Genomics England Limited, One Canada Square, London E14 5AB, UK.
Genes (Basel). 2024 Jul 16;15(7):925. doi: 10.3390/genes15070925.
The identification of structural variants (SVs) in genomic data represents an ongoing challenge because of difficulties in reliable SV calling leading to reduced sensitivity and specificity. We prepared high-quality DNA from 9 parent-child trios, who had previously undergone short-read whole-genome sequencing (Illumina platform) as part of the Genomics England 100,000 Genomes Project. We reanalysed the genomes using both Bionano optical genome mapping (OGM; 8 probands and one trio) and Nanopore long-read sequencing (Oxford Nanopore Technologies [ONT] platform; all samples). To establish a "truth" dataset, we asked whether rare proband SV calls ( = 234) made by the Bionano Access (version 1.6.1)/Solve software (version 3.6.1_11162020) could be verified by individual visualisation using the Integrative Genomics Viewer with either or both of the Illumina and ONT raw sequence. Of these, 222 calls were verified, indicating that Bionano OGM calls have high precision (positive predictive value 95%). We then asked what proportion of the 222 true Bionano SVs had been identified by SV callers in the other two datasets. In the Illumina dataset, sensitivity varied according to variant type, being high for deletions (115/134; 86%) but poor for insertions (13/58; 22%). In the ONT dataset, sensitivity was generally poor using the original Sniffles variant caller (48% overall) but improved substantially with use of Sniffles2 (36/40; 90% and 17/23; 74% for deletions and insertions, respectively). In summary, we show that the precision of OGM is very high. In addition, when applying the Sniffles2 caller, the sensitivity of SV calling using ONT long-read sequence data outperforms Illumina sequencing for most SV types.
从基因组数据中识别结构变异 (SV) 是一个持续存在的挑战,因为可靠的 SV 调用存在困难,导致敏感性和特异性降低。
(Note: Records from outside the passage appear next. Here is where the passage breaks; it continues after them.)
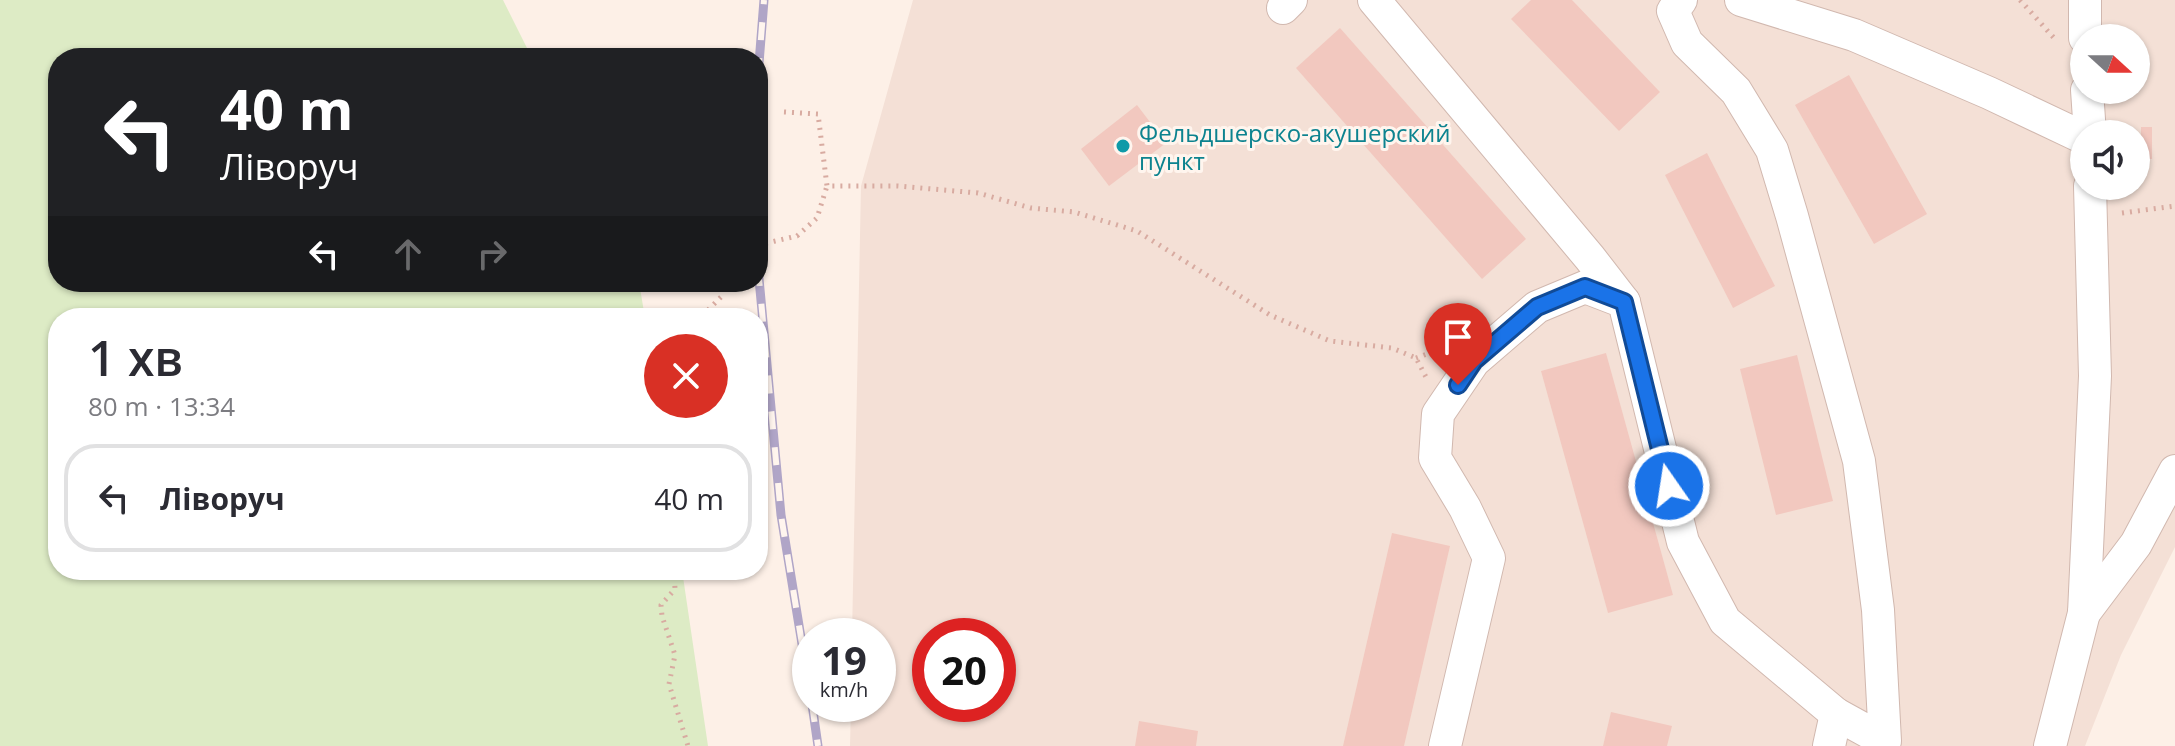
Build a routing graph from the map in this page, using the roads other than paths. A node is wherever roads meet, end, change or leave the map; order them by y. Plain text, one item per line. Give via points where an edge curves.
1 (1374, 0) edge
2 (1681, 0) edge
3 (1741, 0) edge
4 (2085, 0) edge
5 (2085, 24) edge
6 (2070, 131) edge
7 (2089, 202) edge
8 (1624, 302) junction
9 (2175, 471) edge
10 (2084, 613) junction
11 (1836, 714) junction
12 (1885, 744) edge
13 (1445, 746) edge
14 (1829, 746) edge
15 (2050, 746) edge

1 - 8 street
2 - 12 street via 1673,11 1687,43 1736,91 1772,150 1859,461 1878,610
3 - 6 street via 1854,35
4 - 5 street
7 - 10 street via 2095,376
8 - 11 street via 1683,542 1725,621
8 - 13 street via 1585,287 1537,307 1474,361 1438,414 1435,458 1489,558
9 - 10 street via 2136,544
10 - 15 street
11 - 12 street
11 - 14 street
我们从之前参加过英国基因组学 10 万基因组计划的 9 个亲子三胞胎中提取了高质量的 DNA,这些亲子三胞胎曾接受过短读长全基因组测序(Illumina 平台)。我们使用博睿纳米光学基因组图谱(OGM;8 个先证者和 1 个三胞胎)和纳米孔长读测序(Oxford Nanopore Technologies [ONT] 平台;所有样本)重新分析了基因组。为了建立一个“真实”数据集,我们询问了博睿纳米接入(版本 1.6.1)/解决软件(版本 3.6.1_11162020)中罕见的先证者 SV 调用(=234)是否可以通过使用 Integrative Genomics Viewer 进行单独可视化来验证,无论是使用 Illumina 还是 ONT 的原始序列。其中,222 个调用得到了验证,这表明博睿纳米光学基因组图谱的调用具有很高的精度(阳性预测值 95%)。然后,我们询问了其他两个数据集的 SV 调用者识别了这 222 个真实的博睿纳米 SV 的比例。在 Illumina 数据集,根据变异类型,删除的灵敏度很高(115/134;86%),而插入的灵敏度较差(13/58;22%)。在 ONT 数据集,原始 Sniffles 变体调用器的总体灵敏度较差(48%),但使用 Sniffles2 后大大提高(分别为 36/40;90%和 17/23;74%,用于删除和插入)。总之,我们表明 OGM 的精度非常高。此外,当应用 Sniffles2 调用器时,使用 ONT 长读序列数据进行 SV 调用的敏感性优于 Illumina 测序,对于大多数 SV 类型。